The coronavirus is an enveloped, positive-sense, single-stranded R.N.A. virus of zoonotic origin that also have peplomer spikes that attach and transfer the virus. 

 In everyday terminology, this means that the virus can replicate in many ways, which then can form into four main strains, each with a different treatment style. The spikes in the R.N.A. single-stranded virus means it is a fast-spreading long term symptomatic illness. The two main reasons why people should take care of who they interact with and where they go — people who notice any symptoms and report them as soon as possible to a physician to optimal care. 

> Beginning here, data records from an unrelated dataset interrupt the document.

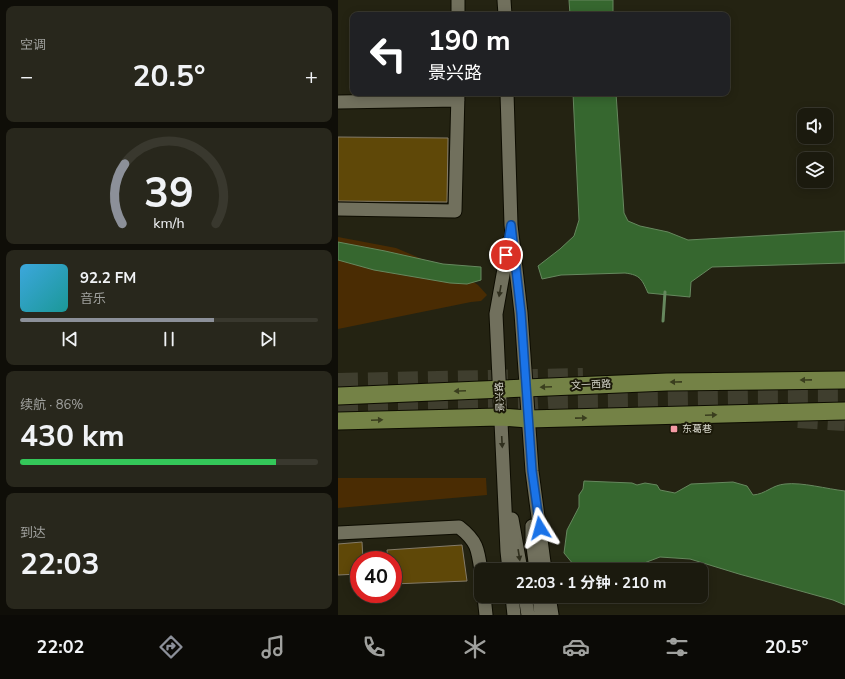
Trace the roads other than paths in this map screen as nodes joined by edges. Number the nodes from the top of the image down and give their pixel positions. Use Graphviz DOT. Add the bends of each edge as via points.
graph roads {
  1 [pos="458,0"];
  2 [pos="504,0"];
  3 [pos="458,12"];
  4 [pos="505,12"];
  5 [pos="507,96"];
  6 [pos="458,97"];
  7 [pos="338,102"];
  8 [pos="338,209"];
  9 [pos="511,225"];
  10 [pos="845,380"];
  11 [pos="526,388"];
  12 [pos="499,389"];
  13 [pos="338,396"];
  14 [pos="845,411"];
  15 [pos="500,416"];
  16 [pos="528,419"];
  17 [pos="338,421"];
  18 [pos="532,471"];
  19 [pos="503,476"];
  20 [pos="338,533"];
  21 [pos="480,563"];
  22 [pos="508,563"];
  23 [pos="520,563"];
  24 [pos="535,563"];
  25 [pos="544,563"];
  26 [pos="485,603"];
  27 [pos="513,603"];
  28 [pos="526,603"];
  29 [pos="540,603"];
  30 [pos="550,603"];
  31 [pos="486,615"];
  32 [pos="514,615"];
  33 [pos="528,615"];
  34 [pos="541,615"];
  35 [pos="552,615"];
  1 -- 3 [label="street"];
  2 -- 4 [label="street"];
  5 -- 9 [label="street, 景兴路"];
  6 -- 7 [label="street"];
  6 -- 8 [label="street" via="455,211"];
  9 -- 11 [label="street, 景兴路"];
  9 -- 12 [label="street, 景兴路, one-way" via="496,314"];
  10 -- 11 [label="main road, 文一西路, one-way" via="667,382"];
  11 -- 12 [label="main road, 文一西路"];
  11 -- 16 [label="street, 景兴路"];
  12 -- 13 [label="main road, 文一西路, one-way"];
  12 -- 15 [label="street, 景兴路"];
  16 -- 14 [label="main road, one-way"];
  15 -- 16 [label="main road"];
  17 -- 15 [label="main road, one-way"];
  15 -- 19 [label="street, 景兴路, one-way"];
  16 -- 18 [label="street, 景兴路"];
  18 -- 24 [label="street" via="532,539"];
  18 -- 25 [label="street, 景兴路"];
  19 -- 22 [label="street, 景兴路"];
  19 -- 23 [label="street, one-way"];
  20 -- 21 [label="street" via="459,527 471,536 479,551"];
  26 -- 31 [label="street"];
  27 -- 32 [label="street"];
  28 -- 33 [label="street"];
  29 -- 34 [label="street"];
  30 -- 35 [label="street"];
}
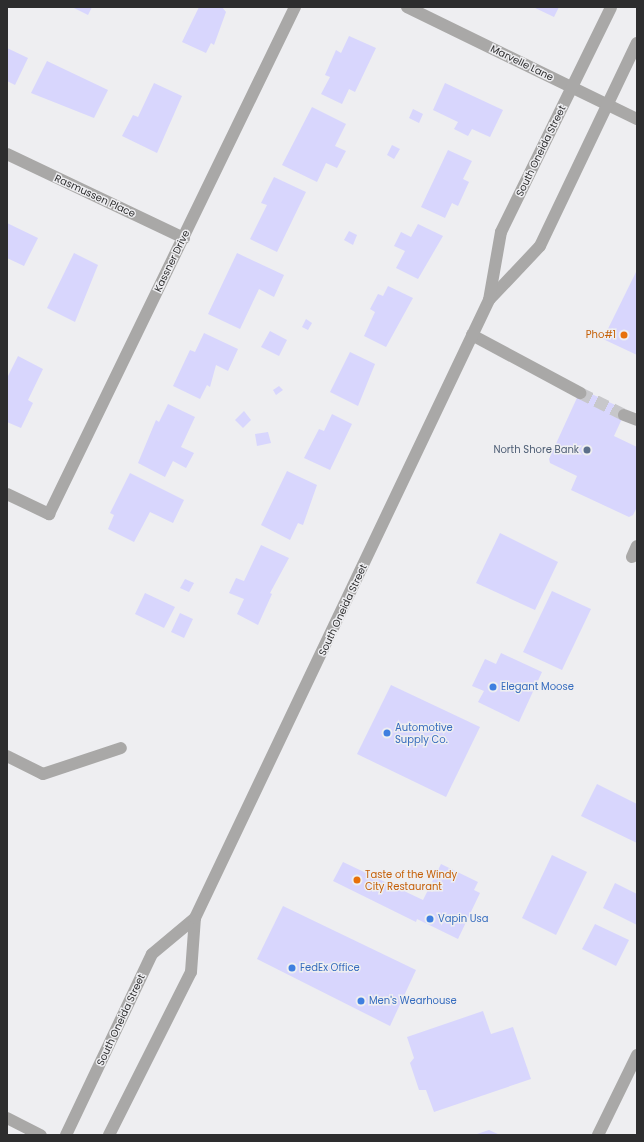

Treatment options are available due to positive-sense. There is a higher chance of helping fight corona by using antibiotics. The only problem is that too often people abuse antibiotics and creates antibiotic resistance. 

The World Health Organization decided to declare a global health emergency, a committee that made that determination came on January 31. However, the decision ultimately fell to the W.H.O.’s director-general, Dr. Tedros Adhanom Ghebreyesus. 

Such a declaration of global health emergency gave the W.H.O. a broader authority to shape different countries’ responses to the coronaviruses, but it is scarce for the W.H.O. to do as they have only declared the emergency five times before this case.